Usually, I spend this time of year re-watching National Lampoon's Christmas Vacation and Bad Santa, to keep me in a Christmas-y mood. Those movies provide a good, uplifting feeling, celebrations of family and redemption, with a darker undercurrent marked by drunkeness, thievery, and armed responses to disappointing Christmas gifts.
You know: holidays!
This year, though, I'm going a different direction and suggesting as the perfect December movie:
The Darjeeling Limited: Not a mention of Christmas at all, and yet it hits every note a Christmas movie should: a trio of brothers reunites following their father's death to track down their remote mother on a 'spiritual' journey of dubious grounding, the movie follows the usual arc of Christmas stories by taking its heros from their beginning position to something lower down and then restoring them to exactly where they were and calling that a triumph. That's the storyline of every single Christmas movie, and you can get it here without ever having to watch someone throw open the sashes.

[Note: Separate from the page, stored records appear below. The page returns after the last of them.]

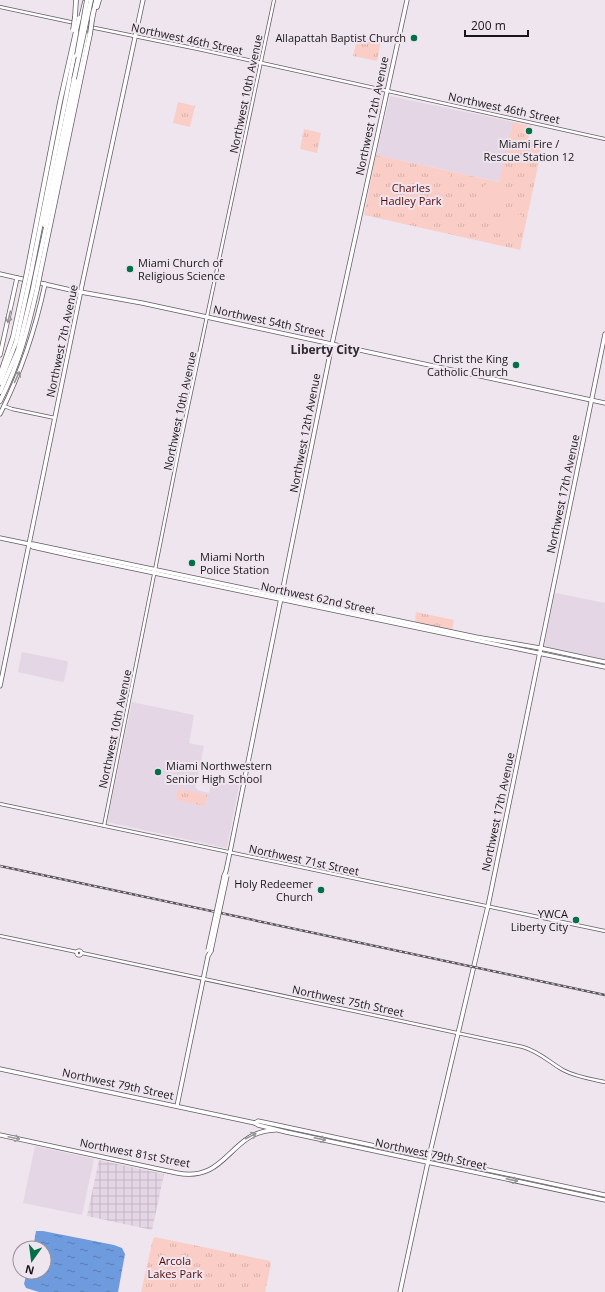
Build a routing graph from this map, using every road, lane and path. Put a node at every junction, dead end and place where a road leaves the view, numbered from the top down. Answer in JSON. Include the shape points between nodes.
{"nodes":[{"id":1,"x":76,"y":0,"type":"edge"},
{"id":2,"x":85,"y":0,"type":"edge"},
{"id":3,"x":92,"y":0,"type":"edge"},
{"id":4,"x":96,"y":0,"type":"edge"},
{"id":5,"x":99,"y":0,"type":"edge"},
{"id":6,"x":143,"y":0,"type":"edge"},
{"id":7,"x":274,"y":0,"type":"edge"},
{"id":8,"x":407,"y":0,"type":"edge"},
{"id":9,"x":0,"y":7,"type":"edge"},
{"id":10,"x":94,"y":13,"type":"junction"},
{"id":11,"x":78,"y":17,"type":"junction"},
{"id":12,"x":91,"y":20,"type":"junction"},
{"id":13,"x":76,"y":31,"type":"junction"},
{"id":14,"x":135,"y":37,"type":"junction"},
{"id":15,"x":261,"y":63,"type":"junction"},
{"id":16,"x":73,"y":78,"type":"junction"},
{"id":17,"x":388,"y":91,"type":"junction"},
{"id":18,"x":605,"y":139,"type":"edge"},
{"id":19,"x":43,"y":208,"type":"junction"},
{"id":20,"x":40,"y":243,"type":"junction"},
{"id":21,"x":36,"y":258,"type":"junction"},
{"id":22,"x":33,"y":273,"type":"junction"},
{"id":23,"x":0,"y":274,"type":"edge"},
{"id":24,"x":17,"y":278,"type":"junction"},
{"id":25,"x":45,"y":284,"type":"junction"},
{"id":26,"x":30,"y":288,"type":"junction"},
{"id":27,"x":81,"y":292,"type":"junction"},
{"id":28,"x":207,"y":317,"type":"junction"},
{"id":29,"x":605,"y":334,"type":"edge"},
{"id":30,"x":332,"y":344,"type":"junction"},
{"id":31,"x":0,"y":355,"type":"edge"},
{"id":32,"x":0,"y":375,"type":"edge"},
{"id":33,"x":0,"y":383,"type":"edge"},
{"id":34,"x":0,"y":392,"type":"edge"},
{"id":35,"x":591,"y":400,"type":"junction"},
{"id":36,"x":0,"y":401,"type":"edge"},
{"id":37,"x":605,"y":403,"type":"edge"},
{"id":38,"x":4,"y":406,"type":"junction"},
{"id":39,"x":0,"y":414,"type":"edge"},
{"id":40,"x":55,"y":418,"type":"junction"},
{"id":41,"x":0,"y":538,"type":"edge"},
{"id":42,"x":29,"y":544,"type":"junction"},
{"id":43,"x":155,"y":571,"type":"junction"},
{"id":44,"x":281,"y":597,"type":"junction"},
{"id":45,"x":540,"y":651,"type":"junction"},
{"id":46,"x":605,"y":662,"type":"edge"},
{"id":47,"x":605,"y":667,"type":"edge"},
{"id":48,"x":0,"y":686,"type":"edge"},
{"id":49,"x":0,"y":804,"type":"edge"},
{"id":50,"x":104,"y":826,"type":"junction"},
{"id":51,"x":230,"y":852,"type":"junction"},
{"id":52,"x":488,"y":906,"type":"junction"},
{"id":53,"x":605,"y":931,"type":"edge"},
{"id":54,"x":0,"y":936,"type":"edge"},
{"id":55,"x":203,"y":979,"type":"junction"},
{"id":56,"x":458,"y":1033,"type":"junction"},
{"id":57,"x":0,"y":1068,"type":"edge"},
{"id":58,"x":605,"y":1082,"type":"edge"},
{"id":59,"x":177,"y":1106,"type":"junction"},
{"id":60,"x":255,"y":1123,"type":"junction"},
{"id":61,"x":278,"y":1130,"type":"junction"},
{"id":62,"x":0,"y":1135,"type":"edge"},
{"id":63,"x":429,"y":1157,"type":"junction"},
{"id":64,"x":428,"y":1162,"type":"junction"},
{"id":65,"x":585,"y":1190,"type":"junction"},
{"id":66,"x":605,"y":1195,"type":"edge"},
{"id":67,"x":584,"y":1196,"type":"junction"},
{"id":68,"x":605,"y":1200,"type":"edge"},
{"id":69,"x":400,"y":1292,"type":"edge"}],
"edges":[{"from":1,"to":11,"type":"highway"},
{"from":2,"to":11,"type":"highway"},
{"from":2,"to":16,"type":"highway","bridge":true},
{"from":3,"to":12,"type":"highway"},
{"from":3,"to":16,"type":"highway","bridge":true},
{"from":4,"to":10,"type":"highway"},
{"from":5,"to":10,"type":"highway"},
{"from":6,"to":14,"type":"main road","name":"Northwest 7th Avenue"},
{"from":7,"to":15,"type":"street","name":"Northwest 10th Avenue"},
{"from":8,"to":17,"type":"main road","name":"Northwest 12th Avenue"},
{"from":9,"to":14,"type":"street","name":"Northwest 46th Street"},
{"from":10,"to":12,"type":"highway"},
{"from":11,"to":13,"type":"highway","bridge":true},
{"from":12,"to":20,"type":"highway","bridge":true},
{"from":13,"to":19,"type":"highway"},
{"from":13,"to":20,"type":"highway","via":[[70,52]]},
{"from":14,"to":15,"type":"street","name":"Northwest 46th Street"},
{"from":14,"to":27,"type":"main road","name":"Northwest 7th Avenue"},
{"from":15,"to":17,"type":"street","name":"Northwest 46th Street"},
{"from":15,"to":28,"type":"street","name":"Northwest 10th Avenue"},
{"from":16,"to":19,"type":"highway","via":[[46,206]]},
{"from":16,"to":20,"type":"highway"},
{"from":17,"to":18,"type":"street","name":"Northwest 46th Street"},
{"from":17,"to":30,"type":"main road","name":"Northwest 12th Avenue"},
{"from":19,"to":20,"type":"highway"},
{"from":20,"to":21,"type":"highway"},
{"from":20,"to":21,"type":"highway"},
{"from":21,"to":22,"type":"highway"},
{"from":21,"to":22,"type":"highway"},
{"from":22,"to":26,"type":"highway","bridge":true},
{"from":22,"to":26,"type":"highway","bridge":true},
{"from":23,"to":24,"type":"main road","name":"Northwest 54th Street"},
{"from":24,"to":25,"type":"main road","name":"Northwest 54th Street"},
{"from":24,"to":31,"type":"main road","one_way":true},
{"from":25,"to":27,"type":"main road","name":"Northwest 54th Street"},
{"from":38,"to":25,"type":"main road","one_way":true,"via":[[29,347]]},
{"from":26,"to":32,"type":"highway"},
{"from":26,"to":33,"type":"highway","via":[[16,342]]},
{"from":26,"to":34,"type":"highway","via":[[18,350]]},
{"from":26,"to":36,"type":"highway","via":[[23,345]]},
{"from":27,"to":28,"type":"main road","name":"Northwest 54th Street"},
{"from":27,"to":40,"type":"main road","name":"Northwest 7th Avenue"},
{"from":28,"to":30,"type":"main road","name":"Northwest 54th Street"},
{"from":28,"to":43,"type":"street","name":"Northwest 10th Avenue"},
{"from":29,"to":35,"type":"main road","name":"Northwest 17th Avenue"},
{"from":30,"to":35,"type":"main road","name":"Northwest 54th Street"},
{"from":30,"to":44,"type":"main road","name":"Northwest 12th Avenue"},
{"from":35,"to":37,"type":"main road","name":"Northwest 54th Street"},
{"from":35,"to":45,"type":"main road","name":"Northwest 17th Avenue"},
{"from":38,"to":39,"type":"main road"},
{"from":38,"to":40,"type":"street"},
{"from":40,"to":42,"type":"main road","name":"Northwest 7th Avenue"},
{"from":41,"to":42,"type":"main road","name":"Northwest 62nd Street"},
{"from":42,"to":43,"type":"main road","name":"Northwest 62nd Street","via":[[33,547]]},
{"from":42,"to":48,"type":"main road","name":"Northwest 7th Avenue"},
{"from":43,"to":44,"type":"main road","name":"Northwest 62nd Street"},
{"from":43,"to":50,"type":"street","name":"Northwest 10th Avenue"},
{"from":44,"to":45,"type":"main road","name":"Northwest 62nd Street"},
{"from":44,"to":51,"type":"main road","name":"Northwest 12th Avenue"},
{"from":45,"to":46,"type":"main road","name":"Northwest 62nd Street"},
{"from":45,"to":47,"type":"main road","name":"Northwest 62nd Street"},
{"from":45,"to":52,"type":"main road","name":"Northwest 17th Avenue"},
{"from":49,"to":50,"type":"street","name":"Northwest 71st Street"},
{"from":50,"to":51,"type":"street","name":"Northwest 71st Street"},
{"from":51,"to":52,"type":"street","name":"Northwest 71st Street"},
{"from":51,"to":55,"type":"main road","name":"Northwest 12th Avenue","bridge":true},
{"from":52,"to":53,"type":"street","name":"Northwest 71st Street"},
{"from":52,"to":56,"type":"main road","name":"Northwest 17th Avenue"},
{"from":54,"to":55,"type":"street","name":"Northwest 75th Street","via":[[77,952],[79,955]]},
{"from":55,"to":56,"type":"street","name":"Northwest 75th Street"},
{"from":55,"to":59,"type":"main road","name":"Northwest 12th Avenue"},
{"from":56,"to":58,"type":"street","name":"Northwest 75th Street","via":[[523,1047],[541,1054],[570,1073]]},
{"from":56,"to":63,"type":"main road","name":"Northwest 17th Avenue"},
{"from":57,"to":59,"type":"main road","name":"Northwest 79th Street"},
{"from":59,"to":60,"type":"main road","name":"Northwest 79th Street"},
{"from":60,"to":61,"type":"main road","name":"Northwest 79th Street"},
{"from":60,"to":63,"type":"main road","name":"Northwest 79th Street","via":[[258,1121]]},
{"from":62,"to":61,"type":"main road","name":"Northwest 81st Street","one_way":true,"via":[[190,1174],[216,1166],[251,1136]]},
{"from":61,"to":64,"type":"main road","name":"Northwest 79th Street","one_way":true},
{"from":63,"to":64,"type":"main road","name":"Northwest 17th Avenue"},
{"from":63,"to":65,"type":"main road","name":"Northwest 79th Street"},
{"from":64,"to":67,"type":"main road","name":"Northwest 79th Street","one_way":true},
{"from":64,"to":69,"type":"main road","name":"Northwest 17th Avenue"},
{"from":65,"to":66,"type":"main road","name":"Northwest 79th Street"},
{"from":65,"to":67,"type":"main road"},
{"from":67,"to":68,"type":"main road","name":"Northwest 79th Street"}]}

If you're a reader type, you could instead go for the book The Silent Land:
Which, I'll forewarn you, features a sleigh, but that's about as Christmas-y as things get in this beautiful story that made me at first suspicious and then enthralled.
Here's what happens: A young couple on a skiing holiday gets caught in an avalanche and then pulls each other out, only to wander back to town and find that nobody else is there.
Sometimes, there are others, but they are fleeting and scary.
You know what happened, right? They're dead, right?
That's what had me suspicious, at first. I thought oh, this is just another Sixth Sense, but it's not. It's more beautiful and terrible than that, and richly imagined, as the couple has just each other on an extended vacation in which they have to help each other remember what it was like to be alive, describing the taste of the wines they are helping themselves to, and that sleigh figures in but not the way you'd want it to.
Most of our modern-day Christmas is based loosely on Victorian concepts embedded in A Christmas Carol, a story that has its terrifying elements pointing out that one can lose one's very humanity by not paying attention to simple kindness. The Silent Land conveys that same message in a simple, but beautiful, story that takes place entirely in winter, has a sleigh, and doesn't mention Christmas ever at all.
But you'll need some music to listen to, as well, and I'm going to go ahead and suggest that you put the album Some Nights
on permanent rotation for the month. This is hands down the best album I bought last year, and I bought a bunch of them including Regina Spektor's new one, so there was fierce competition.
But simply being a good album doesn't make it Christmas-y. What makes this album a good substitute for the wall-to-wall holiday cheer on most radio stations is its scope and the emotions it wrenches out of people. At one point tear-jerking (as in that foregoing song) and at others raucous and yet tinged with regret, as in
We Are Young, fun.'s album can carry you around the most crowded of parking lots while putting a lump in your throat. Picture any of the songs as the background music to a sepia-toned scene in which little kids open up presents, cutting to montages of young couples playing in the snow, with a final scene of an elderly couple holding hands as they sip cocoa and watch snow fall, and you'll see what I mean.